Diplômée de Sciences Po (DEA) et de Harvard (PhD), j’ai eu le plaisir de donner un cours d’historiographie pendant trente-cinq ans dans plusieurs universités, à New York et dans la baie de San Francisco (je suis aujourd’hui professeur d’histoire européenne à l’université d’État de Californie, à San José). Il me semble que les historiens devraient toujours s’efforcer d’être objectifs, mais qu’ils sont nécessairement présentistes, même lorsqu’ils prétendent ne pas l’être. Après tout, l’une des raisons pour lesquelles l’histoire continue d’évoluer en tant que discipline est que les historiens posent des questions sur le passé et que ces questions sont autant de produits du présent. Marc Bloch a insisté sur cette approche dans son formidable livre Apologie pour l’histoire ou Métier d’historien, écrit peu avant son exécution en 1944 par les nazis. Si chaque génération ne posait pas des questions différentes des précédentes, la discipline historique mourrait !

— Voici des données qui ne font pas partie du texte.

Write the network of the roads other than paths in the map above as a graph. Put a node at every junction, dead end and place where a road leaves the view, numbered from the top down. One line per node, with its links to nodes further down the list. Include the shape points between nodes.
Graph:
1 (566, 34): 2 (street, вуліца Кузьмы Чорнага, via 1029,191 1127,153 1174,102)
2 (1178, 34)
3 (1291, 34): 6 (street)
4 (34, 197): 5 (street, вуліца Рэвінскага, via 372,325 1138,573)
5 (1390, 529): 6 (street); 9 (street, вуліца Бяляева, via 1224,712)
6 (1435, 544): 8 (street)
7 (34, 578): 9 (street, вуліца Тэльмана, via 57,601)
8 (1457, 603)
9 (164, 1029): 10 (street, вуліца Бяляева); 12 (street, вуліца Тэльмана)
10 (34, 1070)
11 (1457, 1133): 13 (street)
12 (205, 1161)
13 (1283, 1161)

Contrairement à Brice Couturier, je suis convaincue que l’étude du genre est cruciale pour notre profession. Auteur d’une biographie en trois volumes consacrée à Auguste Comte1, je suis parvenue à des conclusions différentes de celles des historiens de sexe masculin qui s’étaient intéressés avant moi au rapport que le philosophe entretenait aux femmes, parce que j’en suis moi-même une et parce que la fin du xxe siècle a problématisé la question du genre. Il se trouve que j’enseigne également l’histoire des femmes en Europe ; grâce à mes connaissances dans ce domaine et aux documents auxquels m’a permis d’accéder la Maison d’Auguste Comte à Paris, j’ai été la première universitaire à remettre en question le « fait » que sa femme était une prostituée. Lorsque Comte idéalise une jeune femme – Clotilde de Vaux, qu’il rencontre après s’être séparé de Caroline Massin en 1842 – et en fait sa muse angélique, la pensée binaire du xixe siècle le conduit à considérer son épouse, qu’il déteste, comme le mal incarné ; or pouvait-il y avoir pire espèce de femme qu’une prostituée ? Rien ne prouvait que sa femme eût exercé le « plus vieux métier du monde », mais cela n’a pas empêché les historiens de prendre l’allégation de Comte pour argent comptant, parce qu’elle rendait leur histoire beaucoup plus intéressante et qu’elle présentait le philosophe, bienfaiteur d’une malheureuse qui avait échappé grâce à lui à la police et à la prison, sous un jour particulièrement sympathique.
Cela étant dit, Brice Couturier, à la suite de James Sweet, a sans doute raison d’affirmer que notre obsession contemporaine du genre, de la race et de la classe est allée trop loin. Si l’Université tout entière en arrivait à penser qu’il n’existe pas de question historique qui n’ait trait à l’identité, je ne pourrais pas étudier Comte, sous le triple prétexte que je ne suis pas française, que je ne suis pas un homme et que je ne suis pas conservatrice ! De même, mon ancienne étudiante préférée, d’origine asiatique, ne pourrait pas continuer à enseigner l’histoire de l’Afrique dans une grande université. L’empathie et l’imagination, qui sont des outils cruciaux pour les historiens, ont bel et bien tendance à être sous-estimées aujourd’hui.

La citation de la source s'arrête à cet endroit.